I was really excited to see a gym opening in the shopping center next to my house. To be honest, although I talk the health & fitness talk, I haven't exactly been walking the walk.
Here's the thing...I hate the gym. When the weather is good I love to walk, to ride, to lift 25 bags of mulch, whatever, to be out in the sun. When the weather sucks...cold, wet, dreary...I hibernate. It goes against every natural inclination I have to haul myself back out to the gym after work. I tried working out at home but I don't stick with it consistantly. (My best home-based workout involved a physio ball and televised hockey...when play was on, I bounced. When play stopped, I stopped. It actually worked pretty well, but I got a little too excited during a breakway once and didn't notice that the ball had rolled, and instead of bouncing I crashed painfully to the floor...hard to explain that injury.)
Anyway, the gym next door turned out to be one of those 30-minute workout, women-only places with a circle of hydraulic resistance machines. I was bummed; that seemed too much like a step backward. I mean, as much as I'm not a gym fan, I was in pretty decent shape once, and I'm not scared to move weight plates.
On the other hand...for the last several months I have been doing nothing. I decided to check the quickie place out, since something is better than nothing and it is five minutes from the house. I went up tonight, and the first person I saw was my neighbor, an older lady who has had a couple of heart attacks. Hard to believe I could get a decent workout on the same routine she uses.
Cut to the chase, I decided to give it a shot anyway. The focus of this place isn't really strength training, despite the resistance machines, it is cardiovascular conditioning. For the whole 30 minutes you keep your target heart rate up (they encourage heart rate monitors), and frankly, cardio is my weakest point. The resistance with the hydraulic machines felt almost absurdly light when I first tried them, but I was moving like I was lifting weights, slow and controlled.
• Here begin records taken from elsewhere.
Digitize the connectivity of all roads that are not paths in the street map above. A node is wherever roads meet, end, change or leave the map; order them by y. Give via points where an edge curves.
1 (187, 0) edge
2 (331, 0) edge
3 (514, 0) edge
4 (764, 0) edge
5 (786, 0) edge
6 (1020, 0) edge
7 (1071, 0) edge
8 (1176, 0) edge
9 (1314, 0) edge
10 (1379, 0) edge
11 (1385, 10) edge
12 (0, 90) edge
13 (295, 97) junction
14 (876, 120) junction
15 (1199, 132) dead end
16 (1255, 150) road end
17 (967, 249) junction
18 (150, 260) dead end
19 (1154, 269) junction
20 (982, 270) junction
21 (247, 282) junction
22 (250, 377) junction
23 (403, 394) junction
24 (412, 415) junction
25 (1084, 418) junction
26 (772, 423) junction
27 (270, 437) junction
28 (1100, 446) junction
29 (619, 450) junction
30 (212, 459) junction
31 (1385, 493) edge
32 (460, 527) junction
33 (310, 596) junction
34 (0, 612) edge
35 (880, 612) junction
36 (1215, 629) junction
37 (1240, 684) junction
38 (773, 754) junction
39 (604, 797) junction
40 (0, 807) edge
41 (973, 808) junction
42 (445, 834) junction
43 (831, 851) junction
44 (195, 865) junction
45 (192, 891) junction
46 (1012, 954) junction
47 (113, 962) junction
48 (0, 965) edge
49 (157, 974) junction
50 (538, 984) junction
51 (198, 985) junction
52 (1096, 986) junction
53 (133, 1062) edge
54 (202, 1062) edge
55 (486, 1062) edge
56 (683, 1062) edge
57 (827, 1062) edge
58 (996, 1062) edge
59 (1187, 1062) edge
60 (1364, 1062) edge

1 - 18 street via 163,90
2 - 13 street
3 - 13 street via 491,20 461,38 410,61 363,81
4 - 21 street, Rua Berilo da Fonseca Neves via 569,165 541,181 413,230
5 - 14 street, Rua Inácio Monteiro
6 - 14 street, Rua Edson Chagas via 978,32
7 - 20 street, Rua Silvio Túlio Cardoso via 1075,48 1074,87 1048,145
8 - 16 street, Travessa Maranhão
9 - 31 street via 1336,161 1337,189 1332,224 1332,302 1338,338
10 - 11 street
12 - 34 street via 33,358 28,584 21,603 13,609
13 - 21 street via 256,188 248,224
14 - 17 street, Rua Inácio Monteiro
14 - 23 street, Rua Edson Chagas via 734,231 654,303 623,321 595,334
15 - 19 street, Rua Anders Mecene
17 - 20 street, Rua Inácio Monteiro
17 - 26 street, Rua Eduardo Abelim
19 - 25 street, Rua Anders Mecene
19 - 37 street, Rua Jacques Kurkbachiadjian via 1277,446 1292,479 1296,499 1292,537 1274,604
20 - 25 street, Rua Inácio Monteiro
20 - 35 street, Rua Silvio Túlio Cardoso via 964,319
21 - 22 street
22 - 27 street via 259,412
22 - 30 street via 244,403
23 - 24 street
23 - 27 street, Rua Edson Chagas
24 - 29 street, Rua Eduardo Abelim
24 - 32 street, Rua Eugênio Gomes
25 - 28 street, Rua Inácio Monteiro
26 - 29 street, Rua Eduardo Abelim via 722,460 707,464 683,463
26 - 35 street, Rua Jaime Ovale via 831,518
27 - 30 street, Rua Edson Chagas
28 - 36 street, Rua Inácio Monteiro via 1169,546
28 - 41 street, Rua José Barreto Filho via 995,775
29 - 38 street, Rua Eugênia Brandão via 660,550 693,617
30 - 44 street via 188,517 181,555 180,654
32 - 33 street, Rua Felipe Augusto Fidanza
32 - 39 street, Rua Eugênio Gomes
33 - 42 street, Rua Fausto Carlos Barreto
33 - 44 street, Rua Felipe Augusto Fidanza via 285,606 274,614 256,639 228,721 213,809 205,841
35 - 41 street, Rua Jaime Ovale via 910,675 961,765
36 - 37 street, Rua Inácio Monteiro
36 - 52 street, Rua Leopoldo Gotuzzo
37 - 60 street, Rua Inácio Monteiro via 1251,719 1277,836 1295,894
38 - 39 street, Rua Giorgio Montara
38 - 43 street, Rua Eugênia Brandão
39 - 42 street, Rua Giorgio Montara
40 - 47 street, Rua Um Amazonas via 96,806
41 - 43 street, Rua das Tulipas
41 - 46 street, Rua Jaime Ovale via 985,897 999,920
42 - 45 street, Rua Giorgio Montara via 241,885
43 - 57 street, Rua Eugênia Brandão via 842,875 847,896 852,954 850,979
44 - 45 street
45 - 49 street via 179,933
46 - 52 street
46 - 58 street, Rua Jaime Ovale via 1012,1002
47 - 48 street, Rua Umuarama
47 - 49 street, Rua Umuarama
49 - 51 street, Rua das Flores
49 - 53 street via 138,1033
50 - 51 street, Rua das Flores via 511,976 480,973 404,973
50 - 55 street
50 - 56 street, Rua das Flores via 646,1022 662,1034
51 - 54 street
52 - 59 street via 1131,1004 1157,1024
You aren't supposed to flail around uncontrollably while you use the machines, but you are supposed to do as many reps as you can in 30 seconds, then move on.
I did a test circuit and realized it was work. I go in Saturday to be weighed and measured and get started. I don't expect to lose weight (in fact, if I were to go back to real strength training, I'd gain weight; I'm ten pounds lighter than I was at my most fit) but I'll be happy if my jeans fit a bit better. The quickie gym may not be the best but it's better than plopping my butt in front of the computer as soon as I get home, and I had one other reason for joining, the same reason I did the AIDS Ride, and the Race for the Cure, and all the other health-related charity 5Ks...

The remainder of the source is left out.